In The Materiality of a Natural Disaster, it was especially thought provoking how in your article you stated that you made “rice bowls that you can't eat off, from soil you can't grow rice in.” Do you approach your work with a message you want to evoke or does the symbolic value evolve in the process?
That whole project was very intentional, to evoke symbolic value. As mentioned I’m very interested in what constitutes our reality and what objects mean to us. There was an exhibition at the V&A called ‘Postmodern’ amongst other things showing costumes from 80s movies such as “Blade Runner”. You got goose bumps when you saw them. It’s interesting how things can be loaded with powerful meaning: similar to a piece of the Berlin Wall. You can get an intense physical feeling close to some objects, if that makes sense? It can evoke similar feelings like being close to a person you very highly respect. It’s almost like some objects with a strong narrative are more animated or more alive than other objects. That’s where my research started for this project; and I wanted to create physical souvenirs that talked about the devastating disaster that had happened in Fukushima.
You’ve lived, visited and exhibited in many different cities throughout your career. Do you look to where you live and your surroundings for inspiration? Is there any place in the world that you find particularly stimulating?
Yes, I think probably I do.
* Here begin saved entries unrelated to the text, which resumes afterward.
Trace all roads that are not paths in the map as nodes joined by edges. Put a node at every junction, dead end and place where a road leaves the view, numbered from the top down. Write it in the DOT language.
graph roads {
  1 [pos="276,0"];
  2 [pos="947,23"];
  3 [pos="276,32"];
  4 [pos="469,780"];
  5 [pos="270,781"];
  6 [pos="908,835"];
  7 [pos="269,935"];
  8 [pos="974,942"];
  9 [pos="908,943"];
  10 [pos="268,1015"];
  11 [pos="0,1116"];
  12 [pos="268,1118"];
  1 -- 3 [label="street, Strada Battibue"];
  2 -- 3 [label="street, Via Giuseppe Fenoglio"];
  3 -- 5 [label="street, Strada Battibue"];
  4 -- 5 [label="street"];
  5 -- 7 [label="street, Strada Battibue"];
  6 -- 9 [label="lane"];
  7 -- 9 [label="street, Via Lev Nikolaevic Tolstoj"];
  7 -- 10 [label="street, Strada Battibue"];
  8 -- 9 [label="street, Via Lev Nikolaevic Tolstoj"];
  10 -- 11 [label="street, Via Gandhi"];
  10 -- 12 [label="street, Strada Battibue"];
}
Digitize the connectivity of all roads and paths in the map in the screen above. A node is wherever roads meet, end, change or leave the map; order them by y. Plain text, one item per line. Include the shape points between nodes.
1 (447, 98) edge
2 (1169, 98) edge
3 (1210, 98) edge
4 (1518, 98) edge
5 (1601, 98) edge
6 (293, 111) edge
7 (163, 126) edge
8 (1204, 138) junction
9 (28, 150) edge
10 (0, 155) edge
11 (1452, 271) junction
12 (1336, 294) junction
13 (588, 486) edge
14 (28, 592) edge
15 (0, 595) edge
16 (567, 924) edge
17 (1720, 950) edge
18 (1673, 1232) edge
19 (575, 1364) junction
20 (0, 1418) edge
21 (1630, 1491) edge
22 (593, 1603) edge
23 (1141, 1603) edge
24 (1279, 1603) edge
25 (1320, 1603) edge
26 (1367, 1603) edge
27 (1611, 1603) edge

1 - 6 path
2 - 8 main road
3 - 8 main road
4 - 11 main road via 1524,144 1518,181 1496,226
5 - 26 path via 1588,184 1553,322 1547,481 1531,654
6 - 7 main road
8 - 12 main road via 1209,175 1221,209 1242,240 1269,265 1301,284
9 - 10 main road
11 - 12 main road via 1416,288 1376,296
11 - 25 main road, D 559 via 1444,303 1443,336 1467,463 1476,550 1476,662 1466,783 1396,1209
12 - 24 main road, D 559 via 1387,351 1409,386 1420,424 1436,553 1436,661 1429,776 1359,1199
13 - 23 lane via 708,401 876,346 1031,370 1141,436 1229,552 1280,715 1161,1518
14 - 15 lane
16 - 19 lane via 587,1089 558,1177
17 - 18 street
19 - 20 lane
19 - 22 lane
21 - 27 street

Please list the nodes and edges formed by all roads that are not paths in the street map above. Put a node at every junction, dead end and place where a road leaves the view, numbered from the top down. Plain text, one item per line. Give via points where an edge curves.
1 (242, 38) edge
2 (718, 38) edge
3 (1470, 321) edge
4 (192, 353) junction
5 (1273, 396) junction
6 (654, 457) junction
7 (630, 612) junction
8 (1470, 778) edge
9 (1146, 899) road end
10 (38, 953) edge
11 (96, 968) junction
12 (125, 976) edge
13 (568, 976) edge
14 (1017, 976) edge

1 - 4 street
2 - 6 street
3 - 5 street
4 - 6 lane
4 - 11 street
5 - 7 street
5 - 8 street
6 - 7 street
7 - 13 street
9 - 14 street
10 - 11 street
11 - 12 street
But on an intuitive level. You also get affected by how the creative community of a place think. Half a year ago I moved to Stockholm from London and I can see it happening. But I’m mostly deep inside my head, to be honest.
I love Japan, if that was a surprise.
Is there a certain art movement that you look to for inspiration? How do you feel sculpture as an art form has developed through time and into the art world of today?
In chronological order I’d say the Romantic era (more specifically the Symbolists), the Dadaists and the American abstract expressionists. What they all have in common is the focus on the subconscious, the emotional response and intuition. In my eyes there’s something transcendental and mysterious about all of them. My mum’s a psychoanalyst so I’d get my interest in emotional response from her. My dad was a cabinetmaker, so I get the making part from him.
Like all art forms it’s more conceptual now, commenting on the intangible communication society we live in. Often machine made with less focus on craftsmanship. My work is quite archaic in that sense.
What’s next for you?
I’m doing work in anthracite as I mentioned before, for a group exhibition at Gustavsbergs Konsthall from March to August. Then another show at Eskilstuna Konstmuseum in September and quite a few private commissions. I also just bought a flat in Stockholm that I need to renovate a bit.